▸ **Your assignment**: Once you reach the line that holds "index pip: (479, 422)" in the listing below, output it and every line after it through the line that holds "thumb mcp: (238, 182)", word for word.

▸ **Input data**:
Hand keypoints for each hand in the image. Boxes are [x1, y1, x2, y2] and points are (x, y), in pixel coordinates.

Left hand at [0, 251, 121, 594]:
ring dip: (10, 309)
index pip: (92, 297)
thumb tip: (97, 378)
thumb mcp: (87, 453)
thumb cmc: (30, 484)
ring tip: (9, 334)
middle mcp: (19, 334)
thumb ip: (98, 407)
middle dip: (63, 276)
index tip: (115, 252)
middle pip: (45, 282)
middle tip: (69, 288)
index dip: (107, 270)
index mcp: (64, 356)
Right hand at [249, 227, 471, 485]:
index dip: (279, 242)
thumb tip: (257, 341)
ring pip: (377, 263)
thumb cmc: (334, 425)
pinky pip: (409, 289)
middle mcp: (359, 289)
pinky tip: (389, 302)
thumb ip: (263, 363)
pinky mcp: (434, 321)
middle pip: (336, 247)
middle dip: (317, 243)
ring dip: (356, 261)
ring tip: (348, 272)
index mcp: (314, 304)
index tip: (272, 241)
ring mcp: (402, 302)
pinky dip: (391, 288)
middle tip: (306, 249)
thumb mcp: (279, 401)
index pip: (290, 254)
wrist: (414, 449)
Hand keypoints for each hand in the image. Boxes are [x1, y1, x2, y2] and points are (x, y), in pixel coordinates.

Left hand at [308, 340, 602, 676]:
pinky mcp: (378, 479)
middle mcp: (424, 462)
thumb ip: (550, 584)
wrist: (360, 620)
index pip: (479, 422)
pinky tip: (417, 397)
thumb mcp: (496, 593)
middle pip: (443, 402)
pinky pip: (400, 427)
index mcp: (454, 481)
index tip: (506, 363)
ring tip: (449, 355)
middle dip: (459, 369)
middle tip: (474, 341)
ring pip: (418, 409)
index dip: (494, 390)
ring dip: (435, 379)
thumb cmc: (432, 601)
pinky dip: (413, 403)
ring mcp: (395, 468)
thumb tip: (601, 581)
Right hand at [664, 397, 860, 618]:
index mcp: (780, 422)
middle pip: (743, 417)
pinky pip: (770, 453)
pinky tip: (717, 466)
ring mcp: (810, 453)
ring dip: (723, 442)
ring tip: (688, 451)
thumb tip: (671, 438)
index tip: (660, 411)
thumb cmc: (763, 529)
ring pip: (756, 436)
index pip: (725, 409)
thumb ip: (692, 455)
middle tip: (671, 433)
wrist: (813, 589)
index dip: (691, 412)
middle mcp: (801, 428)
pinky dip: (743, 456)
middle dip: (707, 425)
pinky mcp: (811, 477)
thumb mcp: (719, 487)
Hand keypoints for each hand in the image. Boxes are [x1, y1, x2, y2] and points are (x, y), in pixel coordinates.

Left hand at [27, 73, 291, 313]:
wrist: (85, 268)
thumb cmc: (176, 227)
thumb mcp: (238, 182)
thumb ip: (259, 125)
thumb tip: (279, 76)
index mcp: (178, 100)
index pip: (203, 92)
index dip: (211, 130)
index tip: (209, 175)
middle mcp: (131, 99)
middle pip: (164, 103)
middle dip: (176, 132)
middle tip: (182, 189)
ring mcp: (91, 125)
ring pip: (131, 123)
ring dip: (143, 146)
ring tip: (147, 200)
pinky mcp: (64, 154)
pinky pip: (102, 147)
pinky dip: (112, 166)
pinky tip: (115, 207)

▸ **Result of the exercise**:
index pip: (479, 422)
pinky tip: (417, 397)
thumb mcp: (496, 593)
middle pip: (443, 402)
pinky pip: (400, 427)
index mcp: (454, 481)
index tip: (506, 363)
ring tip: (449, 355)
middle dip: (459, 369)
middle tip: (474, 341)
ring pip: (418, 409)
index dip: (494, 390)
ring dip: (435, 379)
thumb cmc: (432, 601)
pinky dip: (413, 403)
ring mcp: (395, 468)
thumb tip: (601, 581)
Right hand at [664, 397, 860, 618]:
index mcp: (780, 422)
middle pip: (743, 417)
pinky pip: (770, 453)
pinky tip: (717, 466)
ring mcp: (810, 453)
ring dip: (723, 442)
ring tip: (688, 451)
thumb tip: (671, 438)
index tip: (660, 411)
thumb cmc: (763, 529)
ring pip: (756, 436)
index pip: (725, 409)
thumb ip: (692, 455)
middle tip: (671, 433)
wrist: (813, 589)
index dip: (691, 412)
middle mcp: (801, 428)
pinky dip: (743, 456)
middle dip: (707, 425)
pinky mcp: (811, 477)
thumb mcp: (719, 487)
Hand keypoints for each hand in the image. Boxes are [x1, y1, x2, y2] and points are (x, y), in pixel coordinates.

Left hand at [27, 73, 291, 313]:
wrist: (85, 268)
thumb cmc: (176, 227)
thumb mcp: (238, 182)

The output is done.